== What you need to do ==
Restate each line of the listing exactly, without carrying over any pictures.

== Task material ==
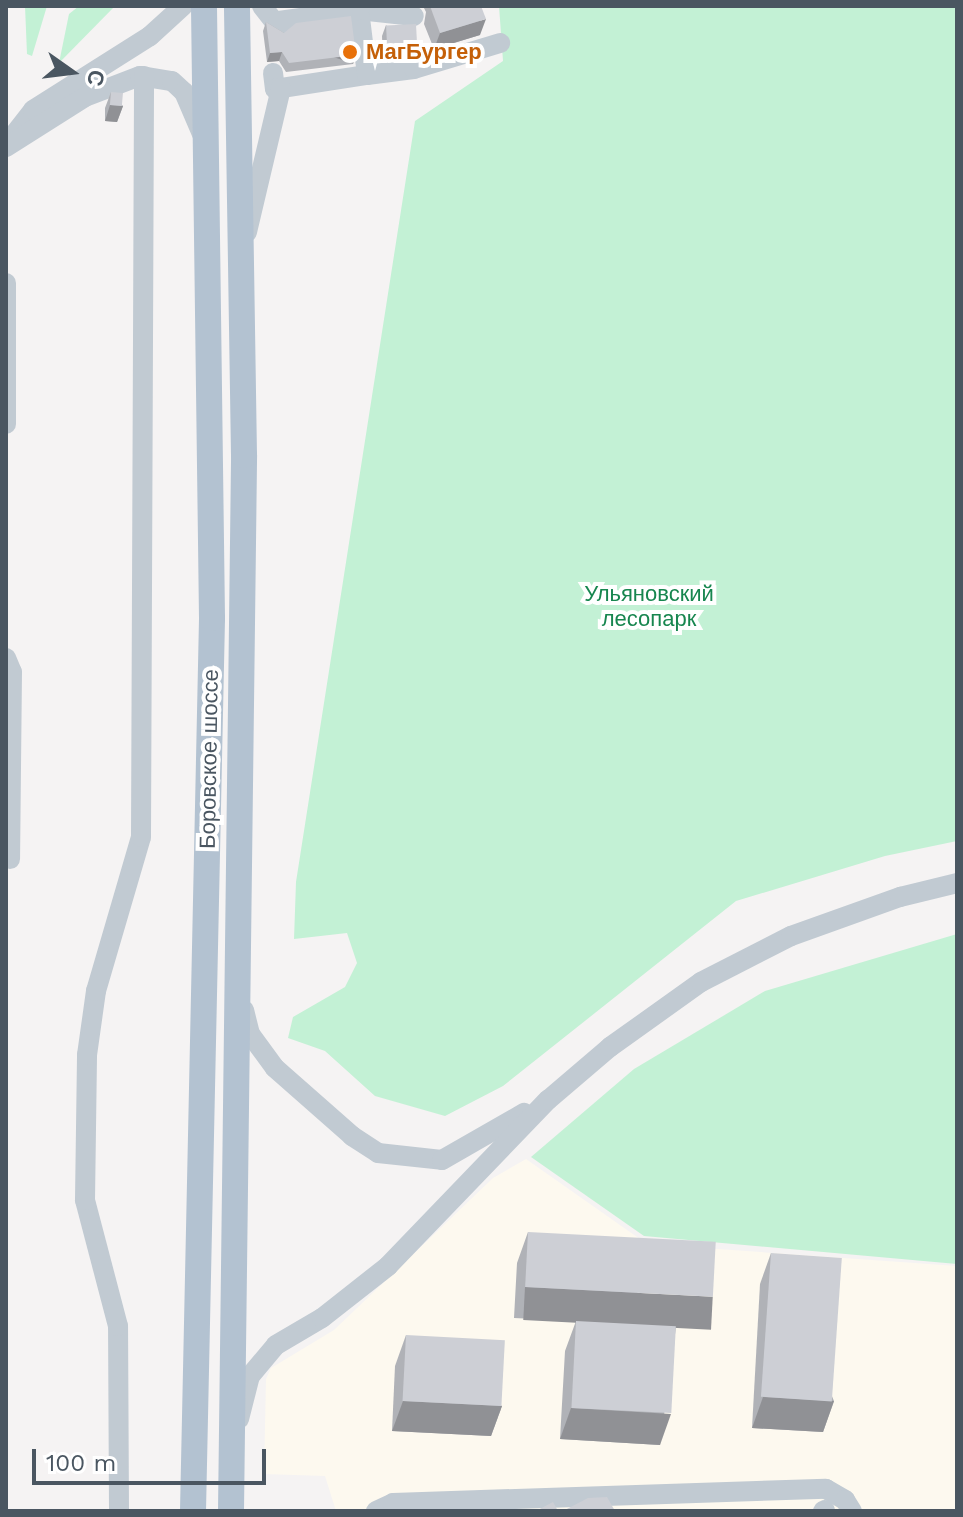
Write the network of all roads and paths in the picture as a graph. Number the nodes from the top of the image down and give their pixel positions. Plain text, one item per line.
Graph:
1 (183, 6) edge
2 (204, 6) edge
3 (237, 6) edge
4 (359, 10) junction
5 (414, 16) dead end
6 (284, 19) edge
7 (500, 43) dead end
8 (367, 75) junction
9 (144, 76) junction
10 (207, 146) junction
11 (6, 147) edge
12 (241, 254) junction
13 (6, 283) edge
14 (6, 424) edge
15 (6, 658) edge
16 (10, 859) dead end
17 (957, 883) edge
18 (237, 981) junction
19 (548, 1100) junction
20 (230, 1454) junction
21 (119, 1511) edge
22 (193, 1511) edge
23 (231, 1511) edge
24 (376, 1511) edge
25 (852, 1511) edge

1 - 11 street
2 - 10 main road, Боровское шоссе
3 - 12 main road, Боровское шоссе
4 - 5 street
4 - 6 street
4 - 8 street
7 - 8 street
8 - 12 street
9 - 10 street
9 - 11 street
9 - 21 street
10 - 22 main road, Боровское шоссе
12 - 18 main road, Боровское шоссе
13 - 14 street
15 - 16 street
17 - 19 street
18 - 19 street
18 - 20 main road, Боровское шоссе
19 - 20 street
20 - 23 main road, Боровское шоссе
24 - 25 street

== Result of the exercise ==
Write the network of all roads and paths in the picture as a graph. Number the nodes from the top of the image down and give their pixel positions. Plain text, one item per line.
Graph:
1 (183, 6) edge
2 (204, 6) edge
3 (237, 6) edge
4 (359, 10) junction
5 (414, 16) dead end
6 (284, 19) edge
7 (500, 43) dead end
8 (367, 75) junction
9 (144, 76) junction
10 (207, 146) junction
11 (6, 147) edge
12 (241, 254) junction
13 (6, 283) edge
14 (6, 424) edge
15 (6, 658) edge
16 (10, 859) dead end
17 (957, 883) edge
18 (237, 981) junction
19 (548, 1100) junction
20 (230, 1454) junction
21 (119, 1511) edge
22 (193, 1511) edge
23 (231, 1511) edge
24 (376, 1511) edge
25 (852, 1511) edge

1 - 11 street
2 - 10 main road, Боровское шоссе
3 - 12 main road, Боровское шоссе
4 - 5 street
4 - 6 street
4 - 8 street
7 - 8 street
8 - 12 street
9 - 10 street
9 - 11 street
9 - 21 street
10 - 22 main road, Боровское шоссе
12 - 18 main road, Боровское шоссе
13 - 14 street
15 - 16 street
17 - 19 street
18 - 19 street
18 - 20 main road, Боровское шоссе
19 - 20 street
20 - 23 main road, Боровское шоссе
24 - 25 street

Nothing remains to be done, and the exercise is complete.